Les romans chick-lit mettent en scène des héroïnes de tous les jours, souvent âgées plus ou moins d’une trentaine d’années, des filles comme vous et moi qui se débattent désespérément dans un quotidien cruel semé d’embûches pour trouver leur vraie vocation et le Prince Charmant, généralement en buvant des Mojitos avec leurs copines et en courant de catastrophe amoureuse  en cataclysme professionnel.

La Chick-lit se différencie de la romance par son ton : léger, humoristique, voire franchement ironique ; son actualité : il y a  peu de chick-lit historique à succès, les thèmes abordés : les relations amoureuses, le célibat, le monde professionnel etc. Bref, romance et humour sont les deux éléments clé, le happy-end presque toujours présent.

Le genre est né de trois romans fondateurs :

- Sex and the City de Candace Bushnell (1997)

- Le Journal de Bridget Jones d’Helen Fielding (1997)

- Confessions d’une accro du shopping de Sophie Kinsella (2000)

D’autres romans sont considérés comme des monuments de la Chick-lit : Le Diable s’habille en Prada de Lauren Weisberger, les romans de Marian Keyes dont Watermelon (1995), Une vie de rêve (2000), Le Club de la dernière chance (1999) et Les Vacances de Rachel (1998), qui abordent des sujets plus graves tels que la drogue, le deuil, l’alcoolisme ou la dépression.

Face au succès de ces romans, des  sous-catégories du genre se sont multipliées : paranormal chick-lit, vampire chick-lit,  chick-lit religieuse etc.

Et en France alors ?

Il existe aujourd’hui de nombreuses traductions de romans (principalement américains ou anglais) en français, mais peu d’oeuvres chick-lit  écrites dans la langue de Molière.

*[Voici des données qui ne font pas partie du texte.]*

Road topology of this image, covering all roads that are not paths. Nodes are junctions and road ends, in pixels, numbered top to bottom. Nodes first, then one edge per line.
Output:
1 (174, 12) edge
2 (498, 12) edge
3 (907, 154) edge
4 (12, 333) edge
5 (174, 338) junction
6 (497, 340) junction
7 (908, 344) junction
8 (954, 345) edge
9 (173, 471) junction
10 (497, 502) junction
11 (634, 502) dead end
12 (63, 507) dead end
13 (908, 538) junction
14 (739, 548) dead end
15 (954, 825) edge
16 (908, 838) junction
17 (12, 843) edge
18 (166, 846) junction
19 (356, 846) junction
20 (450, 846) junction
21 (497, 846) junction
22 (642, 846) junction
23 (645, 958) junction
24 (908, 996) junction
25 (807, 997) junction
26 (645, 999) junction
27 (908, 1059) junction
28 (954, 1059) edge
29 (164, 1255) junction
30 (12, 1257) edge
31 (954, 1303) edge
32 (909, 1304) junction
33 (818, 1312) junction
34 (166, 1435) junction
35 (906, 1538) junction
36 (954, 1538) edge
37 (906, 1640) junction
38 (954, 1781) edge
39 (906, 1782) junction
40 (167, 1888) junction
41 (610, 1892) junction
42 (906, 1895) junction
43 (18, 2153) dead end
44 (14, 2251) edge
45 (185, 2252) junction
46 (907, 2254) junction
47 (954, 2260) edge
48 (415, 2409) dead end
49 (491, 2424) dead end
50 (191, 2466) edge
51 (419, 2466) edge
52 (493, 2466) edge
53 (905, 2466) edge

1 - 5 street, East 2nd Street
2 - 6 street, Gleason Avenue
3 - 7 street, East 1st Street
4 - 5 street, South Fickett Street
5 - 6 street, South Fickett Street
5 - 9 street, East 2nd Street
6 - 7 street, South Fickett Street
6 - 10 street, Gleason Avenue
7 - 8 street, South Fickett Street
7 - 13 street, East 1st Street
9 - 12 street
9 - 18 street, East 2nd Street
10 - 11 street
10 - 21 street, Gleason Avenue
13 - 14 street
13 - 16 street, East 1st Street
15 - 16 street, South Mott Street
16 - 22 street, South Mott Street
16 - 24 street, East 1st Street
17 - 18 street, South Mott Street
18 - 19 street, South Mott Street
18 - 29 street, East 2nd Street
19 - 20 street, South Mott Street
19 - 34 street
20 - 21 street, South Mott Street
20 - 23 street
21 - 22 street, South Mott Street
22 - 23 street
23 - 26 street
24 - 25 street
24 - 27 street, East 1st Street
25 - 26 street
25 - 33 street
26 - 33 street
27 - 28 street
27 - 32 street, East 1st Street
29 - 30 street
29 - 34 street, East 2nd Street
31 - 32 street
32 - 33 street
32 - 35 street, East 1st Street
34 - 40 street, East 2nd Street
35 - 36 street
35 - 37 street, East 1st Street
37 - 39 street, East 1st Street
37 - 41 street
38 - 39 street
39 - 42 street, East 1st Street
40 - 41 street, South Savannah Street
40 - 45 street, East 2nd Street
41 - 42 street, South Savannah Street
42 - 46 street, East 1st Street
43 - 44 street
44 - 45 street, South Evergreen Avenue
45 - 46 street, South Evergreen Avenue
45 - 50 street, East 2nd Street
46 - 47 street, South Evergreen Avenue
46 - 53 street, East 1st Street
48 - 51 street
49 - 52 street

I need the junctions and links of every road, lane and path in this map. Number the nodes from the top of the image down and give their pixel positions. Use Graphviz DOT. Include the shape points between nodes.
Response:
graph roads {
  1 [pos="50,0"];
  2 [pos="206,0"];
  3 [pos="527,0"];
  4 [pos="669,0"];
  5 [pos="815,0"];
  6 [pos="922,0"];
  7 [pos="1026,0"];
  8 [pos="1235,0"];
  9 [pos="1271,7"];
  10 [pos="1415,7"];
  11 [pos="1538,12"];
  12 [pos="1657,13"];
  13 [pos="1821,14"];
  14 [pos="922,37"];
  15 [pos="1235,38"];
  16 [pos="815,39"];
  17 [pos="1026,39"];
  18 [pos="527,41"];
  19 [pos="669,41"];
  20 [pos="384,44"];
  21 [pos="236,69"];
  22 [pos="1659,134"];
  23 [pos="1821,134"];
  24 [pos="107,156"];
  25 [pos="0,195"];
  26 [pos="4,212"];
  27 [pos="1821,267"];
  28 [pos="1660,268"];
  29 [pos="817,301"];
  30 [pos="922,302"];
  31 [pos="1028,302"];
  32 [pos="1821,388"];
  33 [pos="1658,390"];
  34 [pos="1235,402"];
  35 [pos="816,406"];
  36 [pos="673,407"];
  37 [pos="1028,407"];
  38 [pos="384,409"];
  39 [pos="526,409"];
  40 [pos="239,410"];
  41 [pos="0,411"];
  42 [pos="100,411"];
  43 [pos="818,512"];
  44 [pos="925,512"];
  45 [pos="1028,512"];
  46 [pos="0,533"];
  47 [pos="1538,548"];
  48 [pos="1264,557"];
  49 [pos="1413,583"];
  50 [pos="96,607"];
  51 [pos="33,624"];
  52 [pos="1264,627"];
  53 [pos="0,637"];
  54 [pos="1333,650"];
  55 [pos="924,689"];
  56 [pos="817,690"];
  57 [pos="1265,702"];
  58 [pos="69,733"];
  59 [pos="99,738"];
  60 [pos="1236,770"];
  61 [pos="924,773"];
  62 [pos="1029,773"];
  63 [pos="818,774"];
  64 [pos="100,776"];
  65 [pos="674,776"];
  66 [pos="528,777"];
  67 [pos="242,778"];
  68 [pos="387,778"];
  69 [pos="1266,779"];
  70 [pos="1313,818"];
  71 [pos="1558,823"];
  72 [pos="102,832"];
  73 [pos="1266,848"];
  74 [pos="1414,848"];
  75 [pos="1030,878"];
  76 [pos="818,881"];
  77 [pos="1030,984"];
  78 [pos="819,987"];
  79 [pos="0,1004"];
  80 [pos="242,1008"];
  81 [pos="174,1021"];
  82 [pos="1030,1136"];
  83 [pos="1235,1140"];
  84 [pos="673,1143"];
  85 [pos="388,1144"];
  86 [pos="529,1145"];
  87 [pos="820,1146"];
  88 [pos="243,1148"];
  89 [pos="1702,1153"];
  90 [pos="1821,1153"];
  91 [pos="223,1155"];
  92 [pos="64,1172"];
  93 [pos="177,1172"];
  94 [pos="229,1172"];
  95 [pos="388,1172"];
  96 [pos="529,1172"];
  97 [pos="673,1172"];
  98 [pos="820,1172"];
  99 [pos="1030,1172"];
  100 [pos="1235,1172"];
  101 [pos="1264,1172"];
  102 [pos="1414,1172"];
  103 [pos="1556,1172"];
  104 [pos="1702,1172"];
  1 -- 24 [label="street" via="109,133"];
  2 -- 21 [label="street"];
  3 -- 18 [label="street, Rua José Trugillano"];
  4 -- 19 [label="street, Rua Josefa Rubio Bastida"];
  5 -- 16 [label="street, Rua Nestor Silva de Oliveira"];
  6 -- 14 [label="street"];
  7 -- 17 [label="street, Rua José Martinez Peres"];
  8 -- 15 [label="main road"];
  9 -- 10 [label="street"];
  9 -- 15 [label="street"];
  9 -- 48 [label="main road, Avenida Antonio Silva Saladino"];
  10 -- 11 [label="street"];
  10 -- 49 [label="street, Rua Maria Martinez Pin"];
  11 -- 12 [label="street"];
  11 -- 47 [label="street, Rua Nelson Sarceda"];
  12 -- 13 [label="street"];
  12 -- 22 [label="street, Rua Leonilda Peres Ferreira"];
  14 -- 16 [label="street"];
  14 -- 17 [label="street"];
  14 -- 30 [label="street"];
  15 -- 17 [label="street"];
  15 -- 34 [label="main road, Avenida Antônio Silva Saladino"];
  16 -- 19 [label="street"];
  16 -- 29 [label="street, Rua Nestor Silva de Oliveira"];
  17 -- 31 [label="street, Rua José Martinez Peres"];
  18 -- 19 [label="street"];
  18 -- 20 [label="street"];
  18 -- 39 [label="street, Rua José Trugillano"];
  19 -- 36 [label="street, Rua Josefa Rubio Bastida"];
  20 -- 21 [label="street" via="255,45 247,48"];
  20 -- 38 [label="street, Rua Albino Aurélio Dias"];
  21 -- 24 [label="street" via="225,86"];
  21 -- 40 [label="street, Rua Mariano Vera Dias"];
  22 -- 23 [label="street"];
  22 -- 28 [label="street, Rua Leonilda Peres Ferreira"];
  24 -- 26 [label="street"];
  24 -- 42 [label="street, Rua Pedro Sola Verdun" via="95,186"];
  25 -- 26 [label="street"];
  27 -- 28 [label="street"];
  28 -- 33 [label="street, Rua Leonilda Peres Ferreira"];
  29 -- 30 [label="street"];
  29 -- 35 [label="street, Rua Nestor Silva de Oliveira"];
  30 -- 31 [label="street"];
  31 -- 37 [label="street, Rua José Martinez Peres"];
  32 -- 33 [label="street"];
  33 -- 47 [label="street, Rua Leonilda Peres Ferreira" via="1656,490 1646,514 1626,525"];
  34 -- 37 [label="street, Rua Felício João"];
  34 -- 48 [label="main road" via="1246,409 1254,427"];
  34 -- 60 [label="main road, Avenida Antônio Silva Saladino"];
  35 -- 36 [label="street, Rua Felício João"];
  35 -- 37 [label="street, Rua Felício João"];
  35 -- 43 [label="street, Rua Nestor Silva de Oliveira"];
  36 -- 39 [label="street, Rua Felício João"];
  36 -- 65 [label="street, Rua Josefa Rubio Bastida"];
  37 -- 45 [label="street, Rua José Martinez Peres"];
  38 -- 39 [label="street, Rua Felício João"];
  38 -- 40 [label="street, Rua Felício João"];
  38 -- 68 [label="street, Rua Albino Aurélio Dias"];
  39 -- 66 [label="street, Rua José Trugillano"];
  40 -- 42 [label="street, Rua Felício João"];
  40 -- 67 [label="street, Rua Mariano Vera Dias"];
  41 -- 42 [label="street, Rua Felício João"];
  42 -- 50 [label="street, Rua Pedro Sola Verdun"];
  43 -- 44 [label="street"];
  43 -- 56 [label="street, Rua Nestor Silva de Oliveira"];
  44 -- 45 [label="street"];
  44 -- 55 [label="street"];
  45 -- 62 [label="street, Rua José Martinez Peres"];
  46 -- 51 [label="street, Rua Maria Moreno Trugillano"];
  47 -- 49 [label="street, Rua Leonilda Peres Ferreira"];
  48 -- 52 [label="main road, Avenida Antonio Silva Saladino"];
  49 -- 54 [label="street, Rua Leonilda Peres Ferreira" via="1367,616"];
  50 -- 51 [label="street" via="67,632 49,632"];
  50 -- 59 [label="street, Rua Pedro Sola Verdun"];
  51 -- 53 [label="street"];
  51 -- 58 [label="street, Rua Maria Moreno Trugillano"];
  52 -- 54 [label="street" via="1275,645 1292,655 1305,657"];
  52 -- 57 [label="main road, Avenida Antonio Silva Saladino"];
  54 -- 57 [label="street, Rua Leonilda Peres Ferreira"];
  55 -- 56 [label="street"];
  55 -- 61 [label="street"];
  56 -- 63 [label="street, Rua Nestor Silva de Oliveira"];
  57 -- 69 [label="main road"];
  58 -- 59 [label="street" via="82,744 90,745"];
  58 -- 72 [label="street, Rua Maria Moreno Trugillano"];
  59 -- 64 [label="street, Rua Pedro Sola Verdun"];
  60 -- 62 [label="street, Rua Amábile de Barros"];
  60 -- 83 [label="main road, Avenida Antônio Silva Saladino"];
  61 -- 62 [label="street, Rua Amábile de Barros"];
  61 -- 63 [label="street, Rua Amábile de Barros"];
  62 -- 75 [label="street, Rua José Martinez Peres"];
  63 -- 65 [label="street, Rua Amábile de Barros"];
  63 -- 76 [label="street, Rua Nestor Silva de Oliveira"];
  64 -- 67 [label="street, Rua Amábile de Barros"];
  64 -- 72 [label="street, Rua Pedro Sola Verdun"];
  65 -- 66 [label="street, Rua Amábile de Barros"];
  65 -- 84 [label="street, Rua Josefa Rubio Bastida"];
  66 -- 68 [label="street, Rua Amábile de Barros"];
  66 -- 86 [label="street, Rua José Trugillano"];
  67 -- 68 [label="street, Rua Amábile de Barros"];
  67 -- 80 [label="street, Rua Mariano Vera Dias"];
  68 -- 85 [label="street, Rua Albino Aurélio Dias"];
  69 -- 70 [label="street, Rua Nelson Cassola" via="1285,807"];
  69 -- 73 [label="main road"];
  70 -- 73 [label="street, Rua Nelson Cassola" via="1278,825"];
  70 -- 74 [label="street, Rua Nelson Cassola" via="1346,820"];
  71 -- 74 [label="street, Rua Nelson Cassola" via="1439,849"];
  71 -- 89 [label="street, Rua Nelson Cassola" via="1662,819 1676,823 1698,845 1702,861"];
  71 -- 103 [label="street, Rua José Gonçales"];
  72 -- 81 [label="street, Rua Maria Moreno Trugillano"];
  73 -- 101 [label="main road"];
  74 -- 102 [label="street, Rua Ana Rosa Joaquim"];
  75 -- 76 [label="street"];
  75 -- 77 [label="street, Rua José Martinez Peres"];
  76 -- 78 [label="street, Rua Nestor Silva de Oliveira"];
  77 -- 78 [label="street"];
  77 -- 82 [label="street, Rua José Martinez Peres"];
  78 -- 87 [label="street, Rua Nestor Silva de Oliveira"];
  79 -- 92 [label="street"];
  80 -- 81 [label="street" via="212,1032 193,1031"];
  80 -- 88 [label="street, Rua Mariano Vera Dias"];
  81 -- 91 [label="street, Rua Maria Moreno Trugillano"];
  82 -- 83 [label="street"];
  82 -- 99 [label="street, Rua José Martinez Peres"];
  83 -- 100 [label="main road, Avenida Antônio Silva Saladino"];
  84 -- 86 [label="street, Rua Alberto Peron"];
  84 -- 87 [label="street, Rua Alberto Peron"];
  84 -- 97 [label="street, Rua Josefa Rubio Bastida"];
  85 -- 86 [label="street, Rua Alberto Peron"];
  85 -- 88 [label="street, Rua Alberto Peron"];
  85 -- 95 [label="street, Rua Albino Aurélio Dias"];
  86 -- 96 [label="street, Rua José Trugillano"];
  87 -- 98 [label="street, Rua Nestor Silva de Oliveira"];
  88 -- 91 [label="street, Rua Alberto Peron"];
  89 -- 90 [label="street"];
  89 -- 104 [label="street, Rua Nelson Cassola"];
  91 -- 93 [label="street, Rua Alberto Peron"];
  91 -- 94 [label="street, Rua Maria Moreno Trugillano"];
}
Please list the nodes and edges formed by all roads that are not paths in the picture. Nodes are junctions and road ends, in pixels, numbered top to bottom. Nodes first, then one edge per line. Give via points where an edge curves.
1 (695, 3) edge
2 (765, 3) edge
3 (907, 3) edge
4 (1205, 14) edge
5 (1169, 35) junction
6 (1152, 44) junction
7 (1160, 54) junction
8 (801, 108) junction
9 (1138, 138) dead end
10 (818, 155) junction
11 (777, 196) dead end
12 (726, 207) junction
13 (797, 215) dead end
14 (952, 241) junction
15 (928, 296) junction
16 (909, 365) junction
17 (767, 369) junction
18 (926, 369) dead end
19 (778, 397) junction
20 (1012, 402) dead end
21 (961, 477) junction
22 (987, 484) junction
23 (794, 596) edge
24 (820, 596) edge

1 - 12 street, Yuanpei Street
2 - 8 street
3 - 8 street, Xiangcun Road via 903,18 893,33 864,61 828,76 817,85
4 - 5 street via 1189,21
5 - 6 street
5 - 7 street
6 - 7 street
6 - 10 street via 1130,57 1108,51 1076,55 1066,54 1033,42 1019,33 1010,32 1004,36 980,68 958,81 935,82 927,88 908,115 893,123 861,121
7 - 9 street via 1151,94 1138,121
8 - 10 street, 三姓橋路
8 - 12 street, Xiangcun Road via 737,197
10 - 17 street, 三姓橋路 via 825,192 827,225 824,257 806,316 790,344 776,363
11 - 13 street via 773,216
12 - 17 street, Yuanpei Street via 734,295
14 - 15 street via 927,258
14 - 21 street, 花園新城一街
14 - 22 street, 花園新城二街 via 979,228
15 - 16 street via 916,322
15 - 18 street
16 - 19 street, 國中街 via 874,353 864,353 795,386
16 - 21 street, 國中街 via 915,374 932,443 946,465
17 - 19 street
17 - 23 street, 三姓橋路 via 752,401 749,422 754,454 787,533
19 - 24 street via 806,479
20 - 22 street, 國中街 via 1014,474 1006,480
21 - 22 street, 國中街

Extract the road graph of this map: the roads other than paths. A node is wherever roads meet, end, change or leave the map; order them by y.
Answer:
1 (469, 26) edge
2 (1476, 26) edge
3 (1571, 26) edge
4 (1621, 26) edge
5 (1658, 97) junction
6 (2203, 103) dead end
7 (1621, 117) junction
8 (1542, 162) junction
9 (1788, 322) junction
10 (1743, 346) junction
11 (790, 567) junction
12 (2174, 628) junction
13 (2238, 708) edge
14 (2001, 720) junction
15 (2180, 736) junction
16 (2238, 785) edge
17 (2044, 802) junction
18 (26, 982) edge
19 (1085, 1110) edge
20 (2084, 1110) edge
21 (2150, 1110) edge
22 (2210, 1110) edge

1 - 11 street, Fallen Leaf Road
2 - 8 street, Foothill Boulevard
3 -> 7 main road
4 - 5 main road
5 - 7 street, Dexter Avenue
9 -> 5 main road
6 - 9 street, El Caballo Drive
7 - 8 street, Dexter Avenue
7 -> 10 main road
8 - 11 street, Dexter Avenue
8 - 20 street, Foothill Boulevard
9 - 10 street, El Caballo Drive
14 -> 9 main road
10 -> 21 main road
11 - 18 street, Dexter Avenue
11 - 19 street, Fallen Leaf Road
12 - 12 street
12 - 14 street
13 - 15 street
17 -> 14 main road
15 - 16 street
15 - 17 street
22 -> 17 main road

C’est Albin Michel qui lance le courant en France en traduisant Sex and the City en 2000 et Le Journal de Bridget Jones en 2001. Fleuve Noir repère Le Diable s’habille en Prada  en 2002 et Gossip Girl en 2004. Belfond n’est pas en reste, avec Les Vacances de Rachel de Marian Keyes publié dès 2000,  Confessions d’une accro du shopping de Sophie Kinsella en 2004 et poursuit avec Alors, Heureuse ? de Jennifer Weiner en 2002, dans sa collection Mille Comédies.

Sur ces dernières années, quelques rares auteures françaises se sont attaquées à la chick-lit :

-  Isabelle Alexis avec entre autre : Tu vas rire mais je te quitte (2002) ; Dès le premier soir (2006) ; Je n’irai pas chez le psy pour ce con (2009)

- Agnès Abecassis : notamment Les tribulations d’une jeune divorcée (2005) ; Toubib or not toubib (2008) ; Le théorème de Cupidon (2008)

Tonie Behar Coups bas et talons hauts (2008), Grands Boulevards (2013) 

Charlotte Marin  avec Apocalipstick (2010)

On trouve aussi quelques romans chick-lit auto-publiés en numérique, comme par exemple, Dress-code et petits secrets, de Marianne Levy (2013).

Et voilà, ce n’était pas très compliqué, si vous avez des questions levez la main.